Using the IU Computer Science Odin Cluster

This guide is for new users and tutorial participants. The odin cluster was purchased with NSF Research Infrastructure funds, so people who use the machine should cite NSF EIA-0202048 for papers or software artifacts that result.

Architecture

Odin nodes are Opterons with 64-bit addressing. This can cause trouble for codes that were built with the assumption that pointers and ints are the same length, and when compile problems occur you should check the type of each library used to make sure it's all 32-bit or all 64-bit versions. You can use the Unix "file" command for this.

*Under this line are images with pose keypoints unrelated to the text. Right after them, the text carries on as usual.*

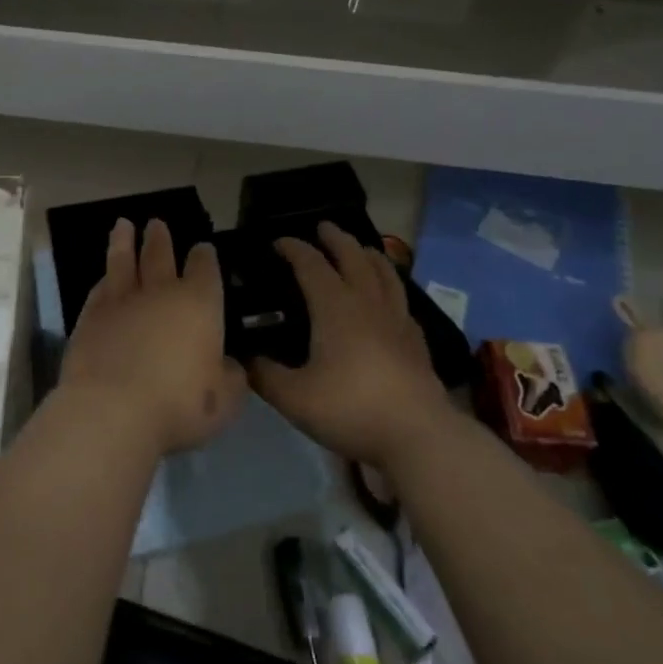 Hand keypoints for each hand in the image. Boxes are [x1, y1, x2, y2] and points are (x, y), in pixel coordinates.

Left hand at [59, 218, 248, 456]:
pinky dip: (103, 280)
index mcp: (199, 303)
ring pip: (123, 262)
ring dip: (124, 242)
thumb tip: (230, 365)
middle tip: (157, 222)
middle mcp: (160, 292)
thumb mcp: (225, 401)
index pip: (205, 268)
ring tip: (123, 225)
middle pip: (160, 255)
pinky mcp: (90, 317)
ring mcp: (121, 301)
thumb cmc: (180, 404)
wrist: (112, 411)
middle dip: (160, 238)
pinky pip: (99, 290)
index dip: (204, 256)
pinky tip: (103, 277)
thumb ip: (231, 377)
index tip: (202, 247)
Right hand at [250, 222, 445, 467]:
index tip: (277, 242)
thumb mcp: (294, 398)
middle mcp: (367, 303)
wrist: (417, 436)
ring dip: (369, 254)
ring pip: (384, 273)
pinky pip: (401, 300)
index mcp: (334, 307)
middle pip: (353, 257)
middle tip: (323, 227)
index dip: (293, 248)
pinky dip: (391, 286)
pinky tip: (389, 298)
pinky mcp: (416, 340)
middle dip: (335, 238)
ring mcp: (397, 319)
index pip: (310, 264)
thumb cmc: (351, 409)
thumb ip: (265, 376)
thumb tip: (245, 359)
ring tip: (362, 249) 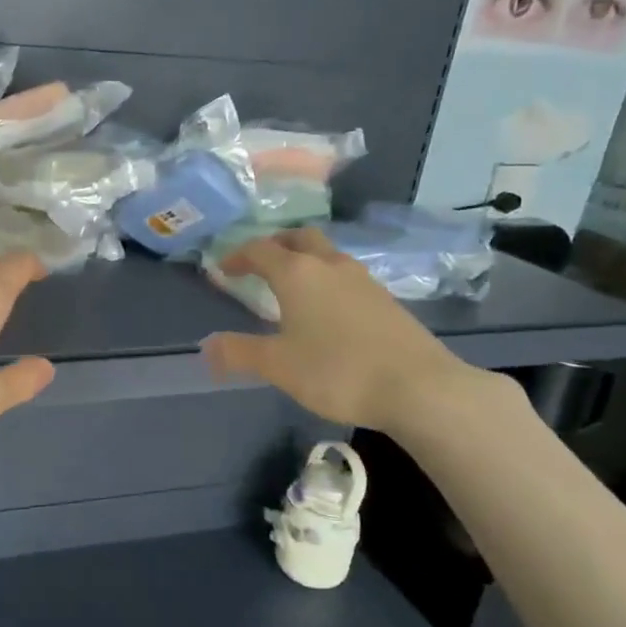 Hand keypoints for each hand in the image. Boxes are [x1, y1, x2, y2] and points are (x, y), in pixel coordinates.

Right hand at [201, 228, 486, 434]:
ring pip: (326, 255)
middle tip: (259, 264)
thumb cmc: (338, 370)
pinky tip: (326, 310)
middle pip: (298, 238)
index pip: (260, 249)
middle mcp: (330, 265)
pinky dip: (326, 280)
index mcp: (298, 273)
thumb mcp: (278, 365)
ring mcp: (363, 280)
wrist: (419, 388)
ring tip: (291, 287)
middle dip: (275, 246)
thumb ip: (239, 353)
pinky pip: (345, 276)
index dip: (237, 256)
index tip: (224, 270)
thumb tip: (206, 346)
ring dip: (304, 261)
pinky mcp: (385, 299) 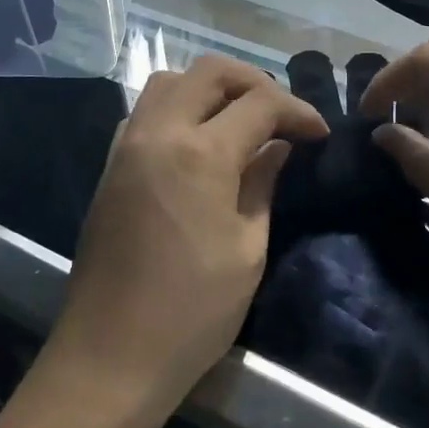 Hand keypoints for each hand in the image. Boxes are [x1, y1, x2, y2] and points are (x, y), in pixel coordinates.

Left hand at [45, 55, 328, 419]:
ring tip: (240, 120)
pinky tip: (197, 142)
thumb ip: (262, 184)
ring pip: (170, 81)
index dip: (297, 110)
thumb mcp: (247, 249)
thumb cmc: (192, 311)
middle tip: (281, 115)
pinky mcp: (110, 165)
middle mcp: (159, 132)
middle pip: (210, 72)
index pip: (260, 103)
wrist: (110, 356)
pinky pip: (146, 111)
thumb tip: (278, 147)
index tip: (319, 133)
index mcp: (201, 153)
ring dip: (210, 88)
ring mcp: (127, 145)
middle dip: (254, 81)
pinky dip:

Head nodes have 8 GB memory, compute nodes have 4 GB each. Storage is primarily on a SAN which has a 3.5 terabyte capacity. If you want to use parallel I/O, it would have to be writing separate files to /tmp on each machine. Otherwise I/O will be limited by the 10GB/sec Infiniband switch.

Naming conventions

Odin has 128 nodes, with 2 processors each. In addition there are three head nodes: The naming convention for the compute nodes is

Compilation

Linking can only be done on a head node because some needed libraries are missing on the compute nodes. You can still compile to create object (.o) files, but the final linking must be on a head node.

Batch management

SLURM is being run, but is not strictly enforced. Instead it is used mainly as a mechanism to informally reserve nodes so that people don't all end up on the first compute node. Each node has an externally visible IP address (to support some distributed computing research here at IU). However, first login to one of the head nodes and run slurm to get a node allocation as follows:

  1. Allocate the processors and start the shell by srun -N 2 -A where this gives you 2 nodes (-n 4 gives 4 processors.) This will start a new shell for you on the head node, and exiting that shell will kill your reservation of nodes automatically. The default allocation time is for four days.

  2. Find out which nodes you have by squeue | grep trainXXX where trainXXX is your assigned login name.

  3. Compile your jobs as needed on the head node. Before you launch any MPI jobs, be sure to ssh over to one of your assigned nodes from step 2. Most MPI´s will automatically start a job on the invocation node, and would mean everyone running a compute process on the head node.

MPI

LAM MPI is the default (/usr/bin) version, but for the CCA tutorial you will need to use the one built in /san/cca/mpich_gcc_intel_PIC . [I should set this up in the default path for each trainee account before hand].

MPI Case 1: LAM/MPI

If you are going to use LAM/MPI, the procedure is to use the mpdboot mechanism. Those steps are

  1. ssh to the first processor allocated to you by srun; otherwise mpd will start jobs on the head node, which you don't want.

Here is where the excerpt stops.